What you should do:
From the line with "M141 103 151 128 149 132 143 135" through the line with "M0 615 40 601", inclusive, return each line of the data below exactly and leave the rest out.

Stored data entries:
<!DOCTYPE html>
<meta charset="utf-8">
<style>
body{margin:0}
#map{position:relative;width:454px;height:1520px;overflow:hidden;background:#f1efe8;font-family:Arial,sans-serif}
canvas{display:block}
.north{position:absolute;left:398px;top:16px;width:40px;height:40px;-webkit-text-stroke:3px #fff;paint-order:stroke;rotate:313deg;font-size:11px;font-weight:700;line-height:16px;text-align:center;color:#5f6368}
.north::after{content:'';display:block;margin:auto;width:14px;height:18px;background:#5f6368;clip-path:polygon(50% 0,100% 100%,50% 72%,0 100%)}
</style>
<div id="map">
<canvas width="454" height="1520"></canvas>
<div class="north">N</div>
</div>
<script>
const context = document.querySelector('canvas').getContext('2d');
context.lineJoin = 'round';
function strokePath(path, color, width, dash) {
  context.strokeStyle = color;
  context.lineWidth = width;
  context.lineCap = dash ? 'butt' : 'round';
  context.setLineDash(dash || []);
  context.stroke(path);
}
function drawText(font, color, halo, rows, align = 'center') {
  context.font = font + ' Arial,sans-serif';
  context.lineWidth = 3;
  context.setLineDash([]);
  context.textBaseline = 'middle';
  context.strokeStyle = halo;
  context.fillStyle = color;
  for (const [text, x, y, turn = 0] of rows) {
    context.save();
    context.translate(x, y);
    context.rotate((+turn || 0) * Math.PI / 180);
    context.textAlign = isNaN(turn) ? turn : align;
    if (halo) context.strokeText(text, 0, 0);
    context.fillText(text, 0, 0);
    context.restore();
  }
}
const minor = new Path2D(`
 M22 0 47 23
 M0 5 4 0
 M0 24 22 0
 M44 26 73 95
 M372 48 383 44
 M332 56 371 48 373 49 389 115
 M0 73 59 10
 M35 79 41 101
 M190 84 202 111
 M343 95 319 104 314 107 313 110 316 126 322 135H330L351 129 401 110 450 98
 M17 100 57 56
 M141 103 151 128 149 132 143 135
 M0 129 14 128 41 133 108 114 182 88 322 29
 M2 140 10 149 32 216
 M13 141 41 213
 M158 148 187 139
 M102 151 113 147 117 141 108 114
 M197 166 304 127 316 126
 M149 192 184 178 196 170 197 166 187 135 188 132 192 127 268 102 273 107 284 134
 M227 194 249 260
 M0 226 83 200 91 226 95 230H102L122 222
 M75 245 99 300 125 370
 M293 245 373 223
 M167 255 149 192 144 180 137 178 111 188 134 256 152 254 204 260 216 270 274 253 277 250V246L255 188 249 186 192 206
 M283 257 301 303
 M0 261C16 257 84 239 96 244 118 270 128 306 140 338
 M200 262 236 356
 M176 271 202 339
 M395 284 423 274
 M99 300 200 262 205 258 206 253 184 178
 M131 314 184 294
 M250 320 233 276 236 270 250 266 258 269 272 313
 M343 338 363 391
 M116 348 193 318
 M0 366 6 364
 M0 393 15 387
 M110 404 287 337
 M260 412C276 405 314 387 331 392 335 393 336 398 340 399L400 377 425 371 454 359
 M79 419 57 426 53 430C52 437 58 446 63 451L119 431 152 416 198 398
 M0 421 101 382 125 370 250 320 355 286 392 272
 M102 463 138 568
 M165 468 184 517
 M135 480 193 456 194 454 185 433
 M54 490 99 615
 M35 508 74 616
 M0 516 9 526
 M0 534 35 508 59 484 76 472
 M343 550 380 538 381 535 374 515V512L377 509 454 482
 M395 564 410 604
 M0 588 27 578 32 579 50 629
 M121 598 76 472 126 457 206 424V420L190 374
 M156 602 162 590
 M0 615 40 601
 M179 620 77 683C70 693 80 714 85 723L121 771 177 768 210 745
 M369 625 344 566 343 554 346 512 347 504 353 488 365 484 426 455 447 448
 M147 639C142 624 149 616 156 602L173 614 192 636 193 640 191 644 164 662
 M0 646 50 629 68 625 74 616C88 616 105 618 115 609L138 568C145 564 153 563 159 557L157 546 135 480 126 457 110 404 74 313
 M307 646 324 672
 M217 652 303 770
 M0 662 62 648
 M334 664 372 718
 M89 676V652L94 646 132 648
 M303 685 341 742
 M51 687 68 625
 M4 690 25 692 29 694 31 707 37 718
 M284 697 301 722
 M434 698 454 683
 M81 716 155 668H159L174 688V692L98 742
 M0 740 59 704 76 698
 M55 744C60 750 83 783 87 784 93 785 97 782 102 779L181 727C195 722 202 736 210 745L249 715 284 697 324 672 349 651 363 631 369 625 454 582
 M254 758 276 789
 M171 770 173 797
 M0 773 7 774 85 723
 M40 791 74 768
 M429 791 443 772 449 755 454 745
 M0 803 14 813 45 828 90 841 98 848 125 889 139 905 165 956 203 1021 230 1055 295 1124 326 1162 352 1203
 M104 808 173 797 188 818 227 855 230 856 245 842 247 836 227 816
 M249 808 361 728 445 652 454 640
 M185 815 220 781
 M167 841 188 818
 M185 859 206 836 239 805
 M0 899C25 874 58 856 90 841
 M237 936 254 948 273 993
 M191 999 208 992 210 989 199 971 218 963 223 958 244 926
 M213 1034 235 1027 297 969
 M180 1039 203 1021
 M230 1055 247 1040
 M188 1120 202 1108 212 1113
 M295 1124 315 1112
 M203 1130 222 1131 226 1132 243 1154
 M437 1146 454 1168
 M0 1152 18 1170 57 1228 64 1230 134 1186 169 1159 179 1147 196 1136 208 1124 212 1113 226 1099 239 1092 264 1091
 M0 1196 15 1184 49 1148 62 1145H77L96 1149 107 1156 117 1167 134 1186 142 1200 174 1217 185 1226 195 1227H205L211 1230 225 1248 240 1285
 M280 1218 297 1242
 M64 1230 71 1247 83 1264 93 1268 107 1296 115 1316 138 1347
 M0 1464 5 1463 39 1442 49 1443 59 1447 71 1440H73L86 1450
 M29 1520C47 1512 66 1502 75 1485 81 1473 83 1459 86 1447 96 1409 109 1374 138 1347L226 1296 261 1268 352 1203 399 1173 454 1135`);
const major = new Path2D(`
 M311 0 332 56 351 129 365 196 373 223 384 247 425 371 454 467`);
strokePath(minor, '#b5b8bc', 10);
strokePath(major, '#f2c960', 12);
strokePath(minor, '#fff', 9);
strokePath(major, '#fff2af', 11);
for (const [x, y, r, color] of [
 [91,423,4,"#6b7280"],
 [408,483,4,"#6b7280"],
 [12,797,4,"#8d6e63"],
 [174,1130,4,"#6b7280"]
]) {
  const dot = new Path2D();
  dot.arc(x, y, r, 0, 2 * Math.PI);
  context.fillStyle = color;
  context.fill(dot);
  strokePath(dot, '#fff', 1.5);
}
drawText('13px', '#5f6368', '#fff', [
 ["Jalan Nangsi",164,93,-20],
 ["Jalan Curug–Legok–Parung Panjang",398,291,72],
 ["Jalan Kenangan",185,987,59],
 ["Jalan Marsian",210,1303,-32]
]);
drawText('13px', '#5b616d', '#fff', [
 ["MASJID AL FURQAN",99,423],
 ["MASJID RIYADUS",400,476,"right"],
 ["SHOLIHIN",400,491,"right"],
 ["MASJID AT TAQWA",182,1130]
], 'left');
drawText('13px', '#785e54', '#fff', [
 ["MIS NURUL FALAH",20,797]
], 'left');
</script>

---

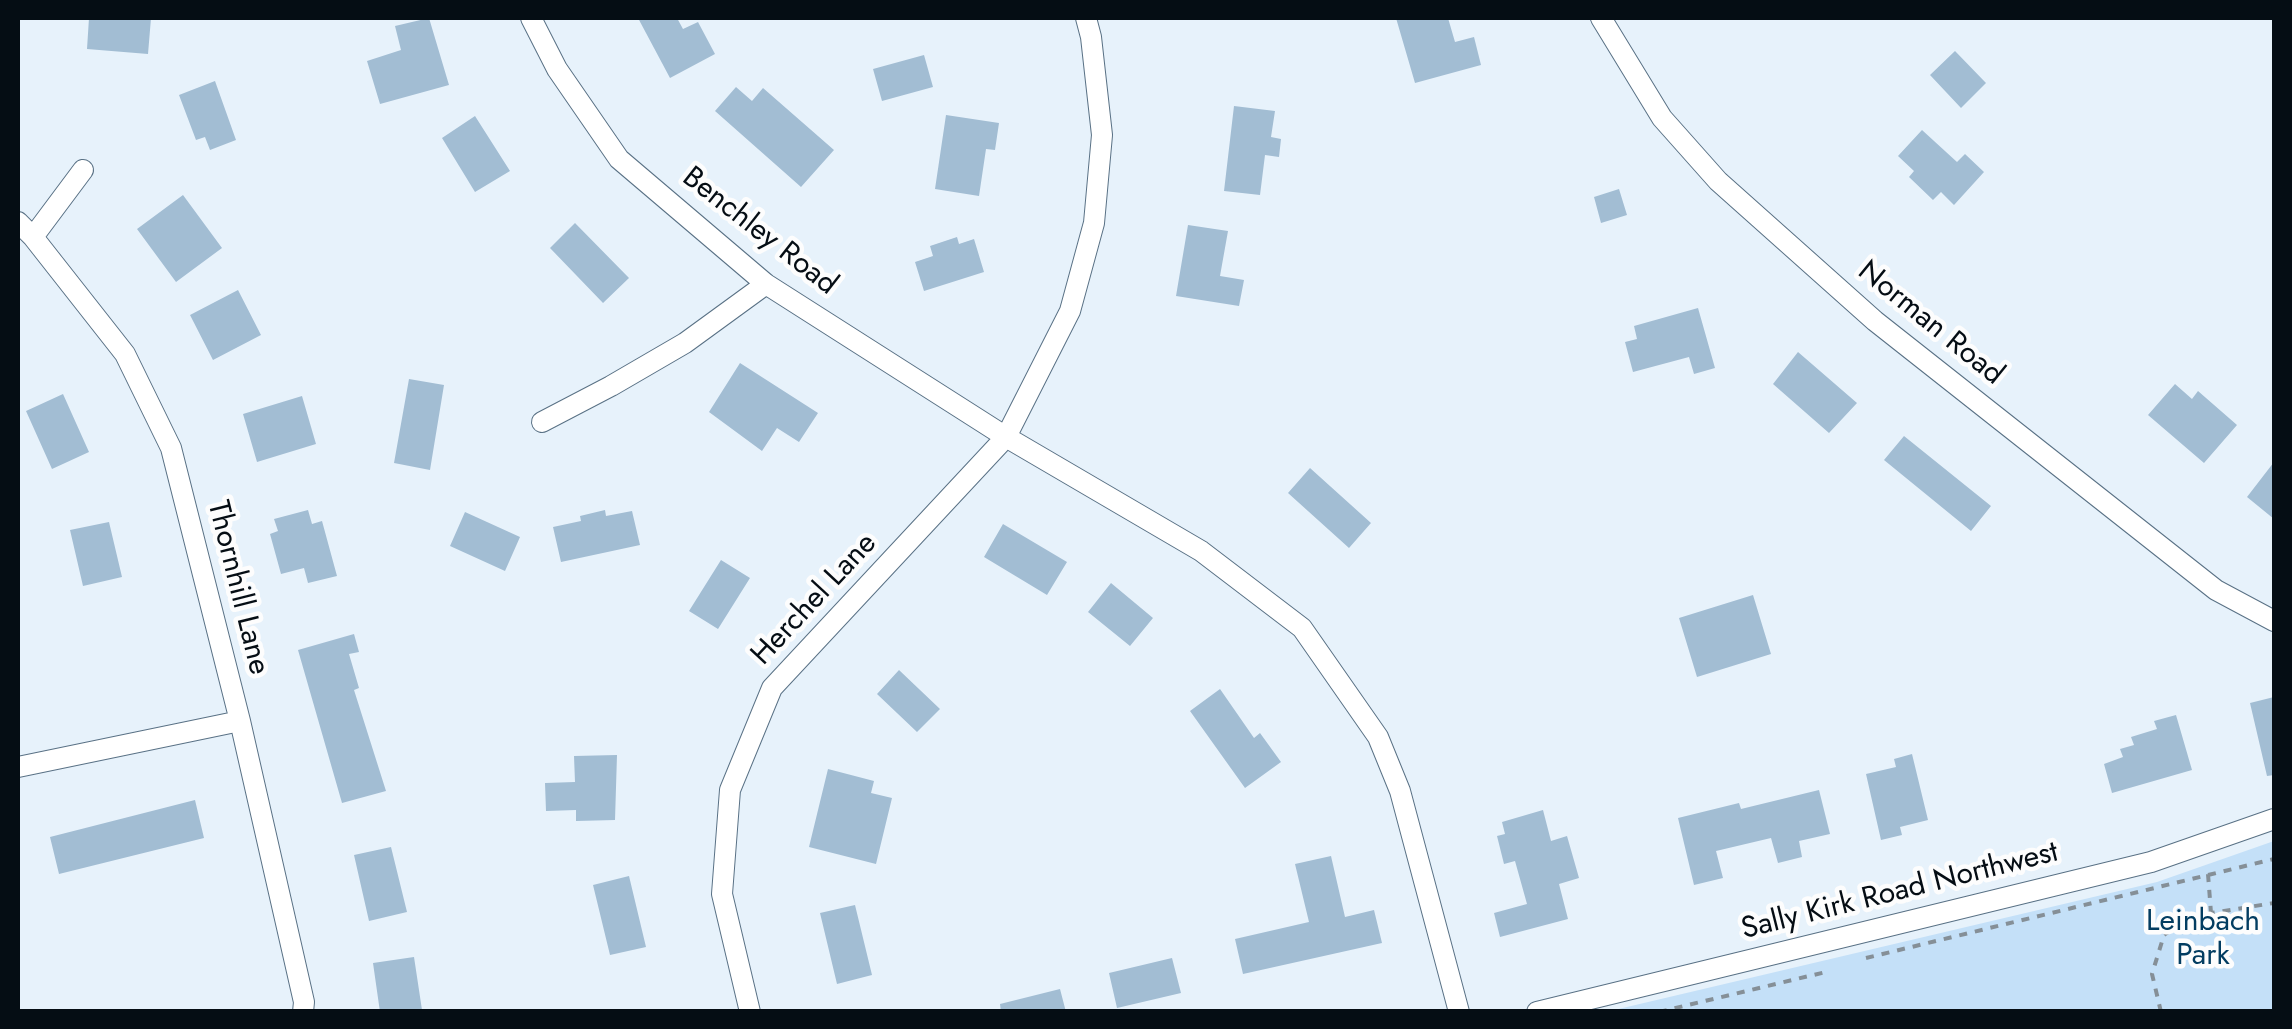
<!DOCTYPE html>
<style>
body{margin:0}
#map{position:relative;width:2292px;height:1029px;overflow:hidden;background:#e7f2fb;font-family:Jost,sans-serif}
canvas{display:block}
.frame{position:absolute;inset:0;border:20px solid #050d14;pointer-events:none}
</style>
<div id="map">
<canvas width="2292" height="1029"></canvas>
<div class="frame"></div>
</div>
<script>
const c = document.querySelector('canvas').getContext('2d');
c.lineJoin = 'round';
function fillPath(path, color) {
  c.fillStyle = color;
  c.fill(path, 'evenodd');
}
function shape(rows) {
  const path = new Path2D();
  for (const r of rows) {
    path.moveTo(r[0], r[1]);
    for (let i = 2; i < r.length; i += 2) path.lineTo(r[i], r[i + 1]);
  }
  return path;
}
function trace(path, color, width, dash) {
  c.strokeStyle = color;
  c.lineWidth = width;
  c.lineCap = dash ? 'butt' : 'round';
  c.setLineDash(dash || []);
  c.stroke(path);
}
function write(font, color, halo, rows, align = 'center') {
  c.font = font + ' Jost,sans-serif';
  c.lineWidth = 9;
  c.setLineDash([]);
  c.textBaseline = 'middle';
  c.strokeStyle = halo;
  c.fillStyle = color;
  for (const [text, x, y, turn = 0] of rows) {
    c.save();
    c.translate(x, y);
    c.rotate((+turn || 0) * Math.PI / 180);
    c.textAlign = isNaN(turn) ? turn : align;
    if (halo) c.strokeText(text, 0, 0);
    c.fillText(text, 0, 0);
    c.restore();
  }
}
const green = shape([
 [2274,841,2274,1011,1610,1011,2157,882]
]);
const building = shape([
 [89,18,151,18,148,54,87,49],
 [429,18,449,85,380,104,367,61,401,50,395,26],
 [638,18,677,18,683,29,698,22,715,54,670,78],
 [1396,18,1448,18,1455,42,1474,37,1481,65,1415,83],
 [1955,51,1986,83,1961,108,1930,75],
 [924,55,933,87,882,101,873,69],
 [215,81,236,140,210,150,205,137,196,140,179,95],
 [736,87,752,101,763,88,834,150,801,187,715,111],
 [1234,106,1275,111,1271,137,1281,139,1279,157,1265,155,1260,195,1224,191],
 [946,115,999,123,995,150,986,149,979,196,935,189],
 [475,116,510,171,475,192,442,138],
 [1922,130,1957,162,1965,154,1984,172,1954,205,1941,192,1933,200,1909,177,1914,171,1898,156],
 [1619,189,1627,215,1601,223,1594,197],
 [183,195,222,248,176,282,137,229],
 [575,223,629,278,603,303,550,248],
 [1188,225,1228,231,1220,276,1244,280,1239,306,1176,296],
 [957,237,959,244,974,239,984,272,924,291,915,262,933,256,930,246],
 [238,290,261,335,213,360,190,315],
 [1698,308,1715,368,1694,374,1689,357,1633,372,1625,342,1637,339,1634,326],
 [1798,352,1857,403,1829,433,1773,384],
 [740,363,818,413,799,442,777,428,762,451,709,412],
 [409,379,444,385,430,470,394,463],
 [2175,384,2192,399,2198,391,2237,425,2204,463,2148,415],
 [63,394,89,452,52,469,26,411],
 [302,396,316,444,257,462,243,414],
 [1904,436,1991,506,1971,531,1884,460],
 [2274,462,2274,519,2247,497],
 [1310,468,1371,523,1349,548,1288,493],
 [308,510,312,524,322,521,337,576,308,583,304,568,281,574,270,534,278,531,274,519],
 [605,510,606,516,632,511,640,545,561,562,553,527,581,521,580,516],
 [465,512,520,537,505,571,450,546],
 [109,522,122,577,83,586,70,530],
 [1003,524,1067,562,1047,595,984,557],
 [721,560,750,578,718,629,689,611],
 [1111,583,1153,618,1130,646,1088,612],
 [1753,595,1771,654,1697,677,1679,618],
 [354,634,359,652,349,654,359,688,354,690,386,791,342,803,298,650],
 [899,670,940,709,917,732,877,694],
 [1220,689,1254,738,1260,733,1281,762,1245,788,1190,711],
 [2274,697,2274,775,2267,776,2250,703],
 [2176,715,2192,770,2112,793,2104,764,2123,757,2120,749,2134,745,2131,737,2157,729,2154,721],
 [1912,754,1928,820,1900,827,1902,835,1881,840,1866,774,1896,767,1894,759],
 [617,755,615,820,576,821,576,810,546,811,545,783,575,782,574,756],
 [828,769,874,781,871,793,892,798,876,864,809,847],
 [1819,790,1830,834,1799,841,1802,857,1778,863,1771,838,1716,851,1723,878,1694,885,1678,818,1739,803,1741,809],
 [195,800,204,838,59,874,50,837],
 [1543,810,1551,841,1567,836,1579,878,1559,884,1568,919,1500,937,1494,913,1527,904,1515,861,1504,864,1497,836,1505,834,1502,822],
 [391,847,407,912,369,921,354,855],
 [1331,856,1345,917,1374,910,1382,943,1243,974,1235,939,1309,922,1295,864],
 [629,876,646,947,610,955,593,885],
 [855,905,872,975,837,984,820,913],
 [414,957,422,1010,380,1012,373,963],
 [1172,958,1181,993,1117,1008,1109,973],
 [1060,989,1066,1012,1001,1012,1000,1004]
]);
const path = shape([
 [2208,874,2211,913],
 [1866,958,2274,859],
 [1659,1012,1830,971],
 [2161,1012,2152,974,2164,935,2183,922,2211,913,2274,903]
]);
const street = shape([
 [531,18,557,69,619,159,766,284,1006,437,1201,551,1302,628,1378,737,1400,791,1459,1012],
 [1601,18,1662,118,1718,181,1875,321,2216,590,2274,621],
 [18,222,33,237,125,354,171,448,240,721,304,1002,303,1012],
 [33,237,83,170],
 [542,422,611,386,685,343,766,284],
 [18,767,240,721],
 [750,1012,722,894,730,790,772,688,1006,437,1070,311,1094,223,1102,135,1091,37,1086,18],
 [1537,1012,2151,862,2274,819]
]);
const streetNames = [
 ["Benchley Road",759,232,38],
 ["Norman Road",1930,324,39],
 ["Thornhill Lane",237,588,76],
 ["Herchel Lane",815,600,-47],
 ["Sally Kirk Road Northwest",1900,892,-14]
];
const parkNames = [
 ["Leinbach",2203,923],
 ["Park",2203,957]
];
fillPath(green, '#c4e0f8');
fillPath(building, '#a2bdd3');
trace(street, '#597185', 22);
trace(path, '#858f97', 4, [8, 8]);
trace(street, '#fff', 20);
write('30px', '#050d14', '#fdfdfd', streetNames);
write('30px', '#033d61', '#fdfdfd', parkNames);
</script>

Written solution:
 M141 103 151 128 149 132 143 135
 M0 129 14 128 41 133 108 114 182 88 322 29
 M2 140 10 149 32 216
 M13 141 41 213
 M158 148 187 139
 M102 151 113 147 117 141 108 114
 M197 166 304 127 316 126
 M149 192 184 178 196 170 197 166 187 135 188 132 192 127 268 102 273 107 284 134
 M227 194 249 260
 M0 226 83 200 91 226 95 230H102L122 222
 M75 245 99 300 125 370
 M293 245 373 223
 M167 255 149 192 144 180 137 178 111 188 134 256 152 254 204 260 216 270 274 253 277 250V246L255 188 249 186 192 206
 M283 257 301 303
 M0 261C16 257 84 239 96 244 118 270 128 306 140 338
 M200 262 236 356
 M176 271 202 339
 M395 284 423 274
 M99 300 200 262 205 258 206 253 184 178
 M131 314 184 294
 M250 320 233 276 236 270 250 266 258 269 272 313
 M343 338 363 391
 M116 348 193 318
 M0 366 6 364
 M0 393 15 387
 M110 404 287 337
 M260 412C276 405 314 387 331 392 335 393 336 398 340 399L400 377 425 371 454 359
 M79 419 57 426 53 430C52 437 58 446 63 451L119 431 152 416 198 398
 M0 421 101 382 125 370 250 320 355 286 392 272
 M102 463 138 568
 M165 468 184 517
 M135 480 193 456 194 454 185 433
 M54 490 99 615
 M35 508 74 616
 M0 516 9 526
 M0 534 35 508 59 484 76 472
 M343 550 380 538 381 535 374 515V512L377 509 454 482
 M395 564 410 604
 M0 588 27 578 32 579 50 629
 M121 598 76 472 126 457 206 424V420L190 374
 M156 602 162 590
 M0 615 40 601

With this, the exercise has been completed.